On the Foundling Hospital, many of the children were renamed, often using the names of famous worthies (including trustees and supporters of the Foundling Hospital) as it was thought to be auspicious. This practice was halted as it led to rumours that famous men were using the Hospital to cover up their own illegitimate childrne (not sure why they would use their own names!)

A longer term misapprension is people descended from the renamed childrn eroneously thinking they were descended from someone famous.

Ginmonkeyagain · 07/03/2023 15:13

I have seen the Foundling Hospital token books - they are utterly heartbreaking.

Bjarnum · 07/03/2023 15:15

voynich manuscript

MissHavishamsMouldyOldCake · 07/03/2023 15:15

Peckhaminn · 07/03/2023 14:54

Love love loveeee those videos on YouTube of restored Victorian/Edwardian footage showing people going about their day to day business

I love this French one. It's a colourized snowball fight from 1897. So fun and carefree.

BirdsAndBoats · 07/03/2023 15:19

catfunk · 07/03/2023 07:54

@PurpleWisteria1
I absorbed the cells of my non identical twin*

My daughter absorbed her twin brother and there’s a huge mark on her hip from it. I don’t think she is classified as a chimera from it however. He died in utero because of unknown reasons. They called it vanishing twin syndrome. He was clearly not growing well as he was significantly smaller than his sister.

More strange is they were sharing a amniotic sack which means they would have been an extremely rare set of twins called semi-identical which basically means two of my husband’s sperms successfully entered one of my eggs and it split into two people. Which is the only type of twins that can be different sexes and share 75% DNA.

This is apparently due to the fact that my egg for one reason or the other had a delayed hardening of its shell. As most eggs harden their exterior to prevent multiple sperms from entering it. At least that’s the doctors theories. My husband jokes that maybe his sperms were just that determined!

Doctors in the hospital were wanting to do case studies on my twins until the brother was gone then they lost interest.

I don’t know the entire pregnancy was handled in a way that made me feel like the doctors were more interested in studying my children and myself than actually helping us. The loss of my son still makes me sad. Some days I’m okay and some days I wonder what life would be like if he were still here.

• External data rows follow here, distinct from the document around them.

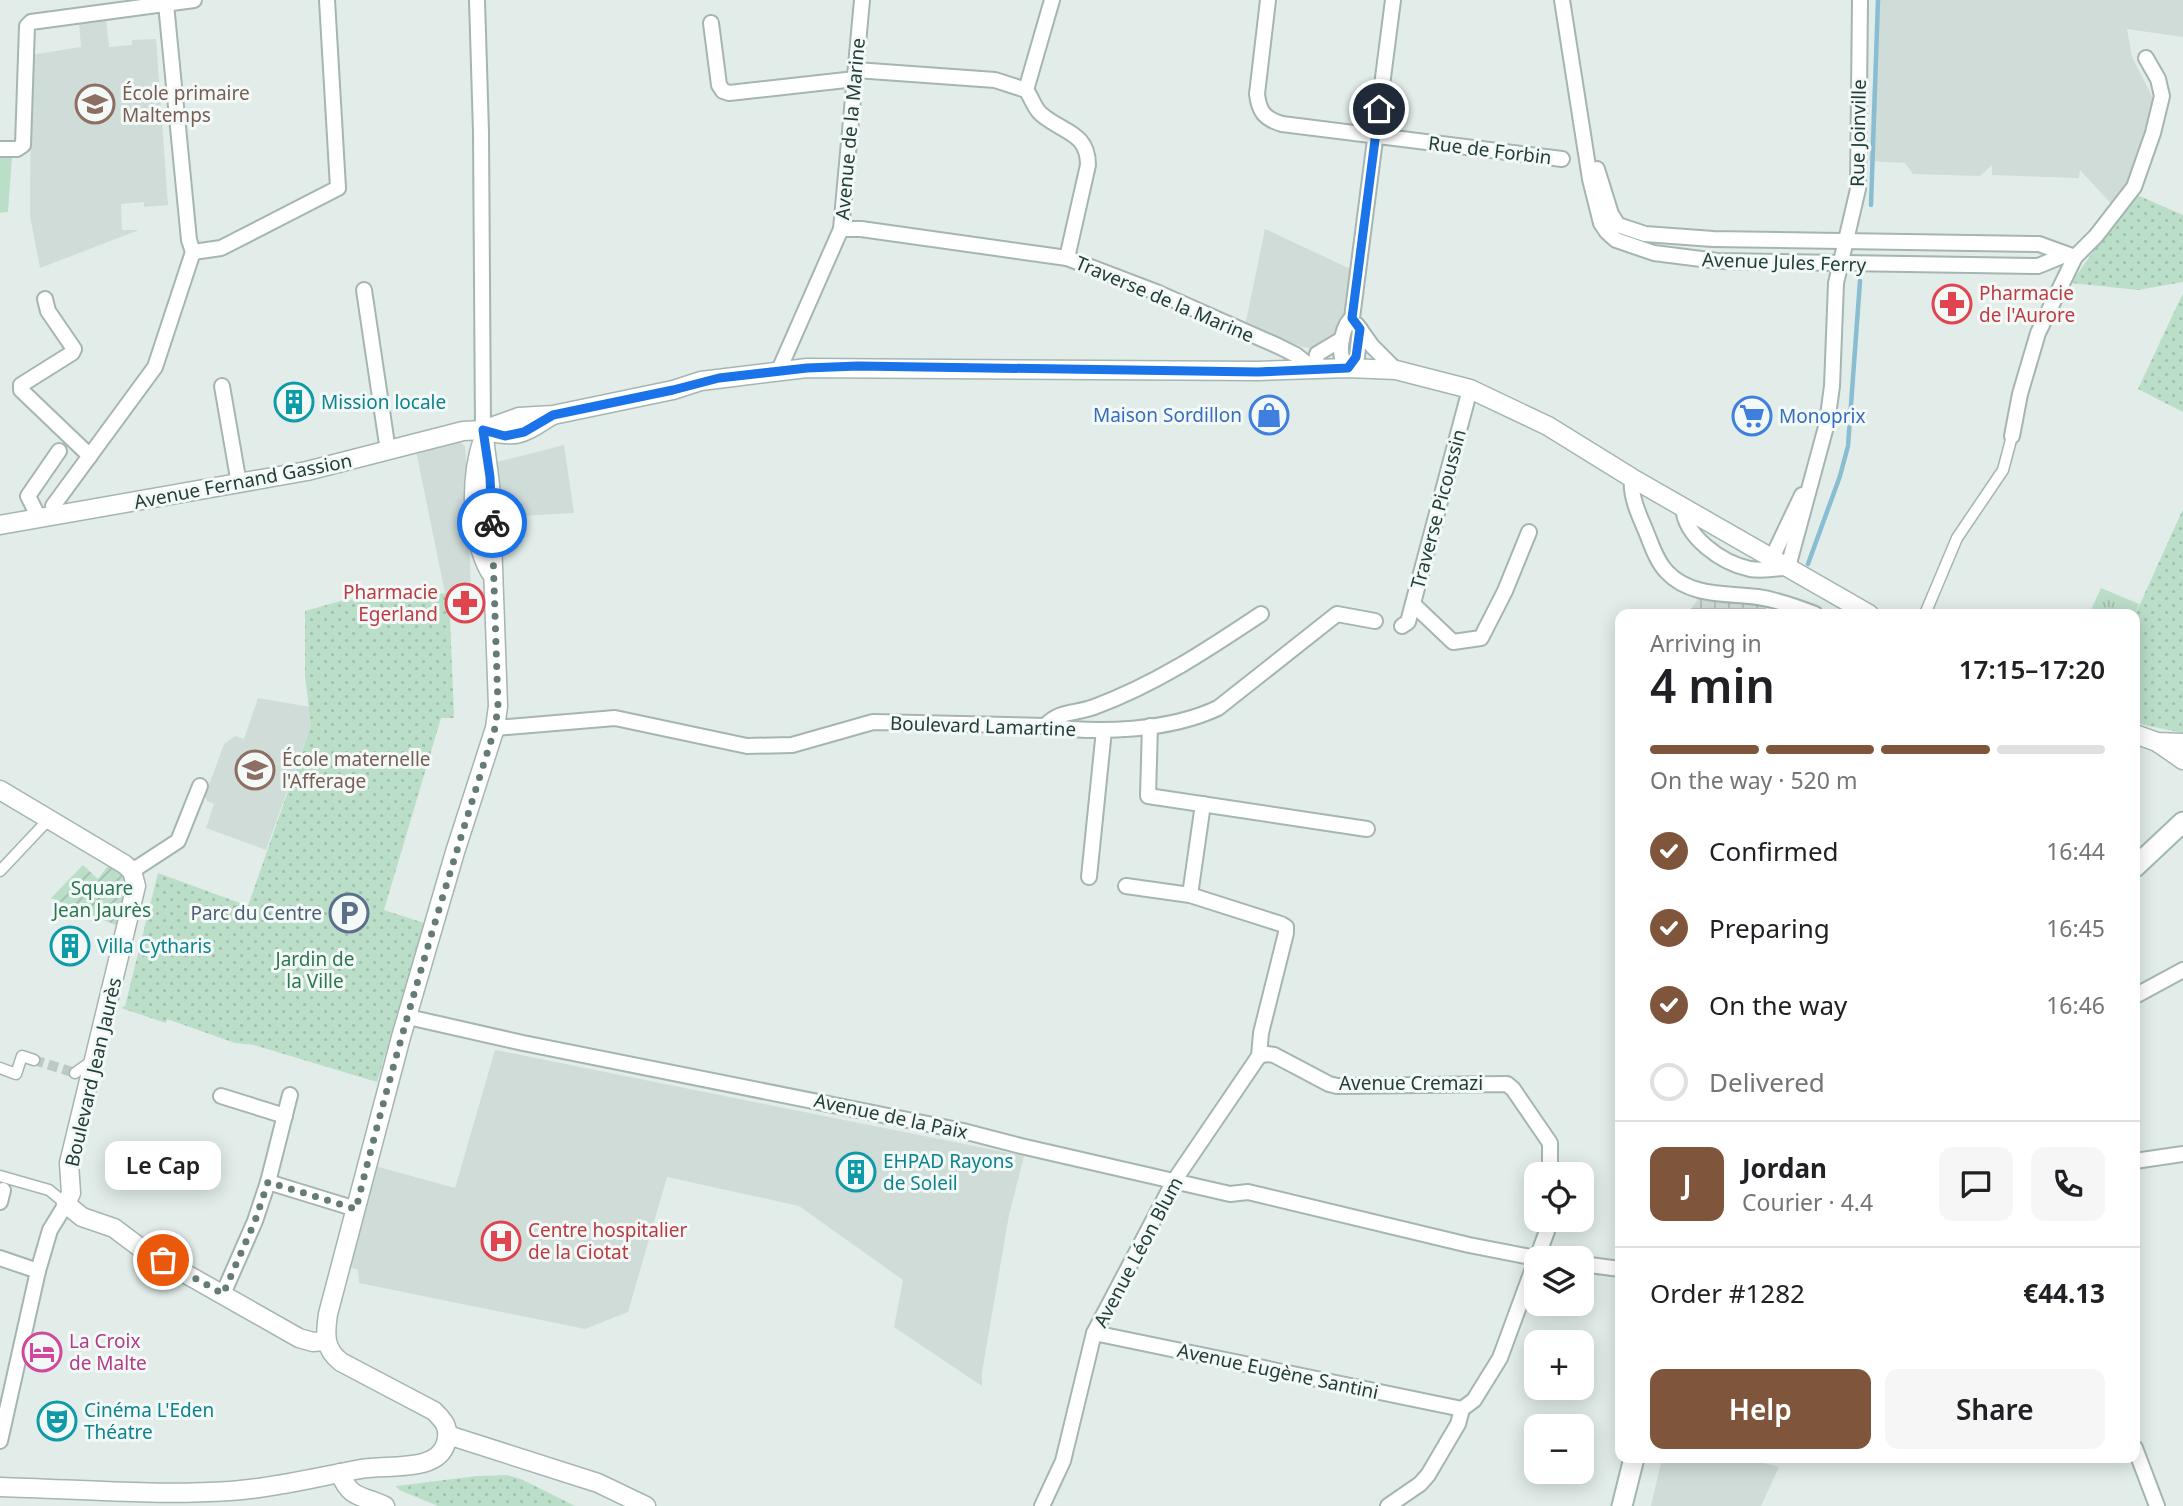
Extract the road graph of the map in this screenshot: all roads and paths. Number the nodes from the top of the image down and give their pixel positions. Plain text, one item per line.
1 (194, 0) edge
2 (327, 0) edge
3 (477, 0) edge
4 (862, 0) edge
5 (1052, 0) edge
6 (1268, 0) edge
7 (1393, 0) edge
8 (1562, 0) edge
9 (1860, 0) edge
10 (166, 4) junction
11 (711, 23) dead end
12 (2146, 58) dead end
13 (856, 75) junction
14 (1027, 90) junction
15 (1584, 135) junction
16 (1375, 136) junction
17 (0, 149) edge
18 (1562, 159) dead end
19 (841, 229) junction
20 (1845, 241) junction
21 (193, 252) junction
22 (2070, 256) junction
23 (1067, 258) junction
24 (1841, 264) junction
25 (364, 290) dead end
26 (45, 299) dead end
27 (1356, 324) junction
28 (1342, 339) junction
29 (1348, 368) junction
30 (779, 370) junction
31 (1315, 370) junction
32 (1396, 370) junction
33 (222, 386) dead end
34 (1470, 389) junction
35 (483, 434) junction
36 (2012, 436) joint
37 (60, 451) dead end
38 (388, 451) junction
39 (90, 456) junction
40 (1814, 469) junction
41 (1632, 478) junction
42 (239, 484) junction
43 (1683, 506) junction
44 (47, 517) junction
45 (0, 525) edge
46 (1529, 532) dead end
47 (1772, 558) junction
48 (1788, 567) junction
49 (1413, 604) junction
50 (1799, 609) edge
51 (1860, 609) edge
52 (1927, 609) edge
53 (1261, 614) dead end
54 (1375, 621) dead end
55 (1402, 626) dead end
56 (1045, 726) junction
57 (1150, 726) junction
58 (495, 728) junction
59 (1104, 730) junction
60 (2140, 736) edge
61 (2181, 756) edge
62 (201, 786) dead end
63 (0, 790) edge
64 (1203, 804) junction
65 (49, 819) junction
66 (2183, 822) edge
67 (1367, 830) dead end
68 (2140, 862) edge
69 (128, 867) junction
70 (0, 871) edge
71 (1089, 877) dead end
72 (1126, 886) dead end
73 (1190, 895) junction
74 (2183, 970) edge
75 (2140, 993) edge
76 (408, 1017) junction
77 (1259, 1056) junction
78 (34, 1060) dead end
79 (94, 1060) junction
80 (0, 1068) edge
81 (75, 1073) dead end
82 (221, 1096) dead end
83 (290, 1096) dead end
84 (285, 1115) junction
85 (2183, 1154) edge
86 (2140, 1160) edge
87 (1550, 1162) edge
88 (1174, 1181) junction
89 (268, 1182) junction
90 (1, 1190) edge
91 (66, 1205) junction
92 (356, 1209) junction
93 (1524, 1256) edge
94 (0, 1258) edge
95 (1594, 1266) edge
96 (1615, 1268) edge
97 (38, 1271) junction
98 (223, 1294) junction
99 (1524, 1294) edge
100 (1094, 1334) junction
101 (326, 1341) junction
102 (1462, 1409) junction
103 (448, 1438) junction
104 (0, 1441) edge
105 (2140, 1461) edge
106 (1633, 1463) edge
107 (362, 1469) junction
108 (340, 1473) junction
109 (0, 1487) edge
110 (380, 1504) edge
111 (646, 1506) edge
112 (1042, 1506) edge
113 (1388, 1506) edge
114 (1622, 1506) edge
115 (2157, 1506) edge

1 - 10 street
2 - 21 street
3 - 35 street
4 - 13 street, Avenue de la Marine
5 - 14 street
6 - 16 street, Rue de Forbin
7 - 16 street
8 - 15 street, Avenue Jules Ferry
9 - 20 street, Rue Joinville
10 - 17 street
10 - 21 street
11 - 13 street
12 - 22 street
13 - 14 street
13 - 19 street, Avenue de la Marine
14 - 23 street
15 - 20 street, Avenue Jules Ferry
15 - 24 street, Avenue Jules Ferry
16 - 18 street, Rue de Forbin
16 - 27 street
19 - 23 street, Traverse de la Marine
19 - 30 street, Avenue de la Marine
20 - 22 street, Avenue Jules Ferry
20 - 24 street, Rue Joinville
21 - 39 street
22 - 24 street, Avenue Jules Ferry
22 - 36 street
23 - 31 street, Traverse de la Marine
24 - 40 street, Rue Joinville
25 - 38 street
26 - 39 street
27 - 28 street
27 - 29 street
27 - 32 street
28 - 29 street
28 - 31 street
29 - 31 street, Avenue Fernand Gassion
29 - 32 street, Avenue Fernand Gassion
30 - 31 street, Avenue Fernand Gassion
30 - 35 street, Avenue Fernand Gassion
32 - 34 street, Avenue Fernand Gassion
33 - 42 street
34 - 41 street, Avenue Fernand Gassion
34 - 49 street, Traverse Picoussin
35 - 38 street, Avenue Fernand Gassion
35 - 58 street
36 - 52 street
37 - 44 street
38 - 42 street, Avenue Fernand Gassion
39 - 44 street
40 - 47 street
40 - 48 street
41 - 43 street, Avenue Fernand Gassion
41 - 50 street
42 - 44 street, Avenue Fernand Gassion
43 - 47 street, Avenue Fernand Gassion
43 - 48 street
44 - 45 street, Avenue Fernand Gassion
46 - 49 street
47 - 48 street, Avenue Fernand Gassion
48 - 51 street, Avenue Fernand Gassion
49 - 55 street, Traverse Picoussin
53 - 56 street
54 - 57 street
56 - 58 street, Boulevard Lamartine
56 - 59 street, Boulevard Lamartine
57 - 59 street, Boulevard Lamartine
57 - 64 street
58 - 76 street
59 - 71 street
60 - 61 street
62 - 69 street
63 - 65 street
64 - 67 street
64 - 73 street
65 - 69 street
65 - 70 street
66 - 68 main road
69 - 79 street, Boulevard Jean Jaurès
72 - 73 street
73 - 77 street
74 - 75 street
76 - 88 street, Avenue de la Paix
76 - 92 street
77 - 87 street, Avenue Cremazi
77 - 88 street, Avenue Léon Blum
78 - 80 street
79 - 81 street
79 - 91 street, Boulevard Jean Jaurès
82 - 84 street
83 - 84 street
84 - 89 street
85 - 86 street
88 - 93 street, Avenue de la Paix
88 - 100 street, Avenue Léon Blum
89 - 92 street
89 - 98 street
90 - 91 street
91 - 97 street, Boulevard Jean Jaurès
91 - 98 street
92 - 101 street
94 - 97 street
95 - 96 street
97 - 104 street, Boulevard Jean Jaurès
98 - 101 street
99 - 102 street
100 - 102 street, Avenue Eugène Santini
100 - 112 street, Avenue Léon Blum
101 - 103 street
102 - 113 street
103 - 107 street
103 - 111 street
105 - 115 street
106 - 114 main road
107 - 108 street
107 - 110 street
108 - 109 street
108 - 110 street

I try really hard not to think of it.

BadNomad · 07/03/2023 15:22

ElizabethBest · 07/03/2023 14:18

Oooh here's one for @MNHQ - The original babies and toddlers that were being moaned about on MN at the start are now old enough that some will be on here moaning about their own DC.

I was thinking about that before. All those mothers of children and teenagers, posting about their abusive/cheating husbands or hating their children. Would any of those now-adult children recognise their mother's from the old threads?

Ginmonkeyagain · 07/03/2023 15:23

Romea grave stele for pets. The past was a different time and their values and morals often diverge hugely from ours. But sometimes we are so alike - these Romans loved their dogs.

beguilingeyes · 07/03/2023 15:26

On a holiday to China a few years ago we went to see the Terracotta Warriors.
The bit that blew my mind was that when they found them they were in bits and they had to put them together. An eternal jigsaw.
They all have different faces and most of them are still buried because when they meet the air their colouration disintegrates.
All completely mind boggling

Peckhaminn · 07/03/2023 15:33

Area 51. Obviously the thought is they have extraterrestrial beings, but surely it would leak? Even if it didn't, I get very fascinated by the ordeal. It originally started as a military base but over years has turned into something much more than thay.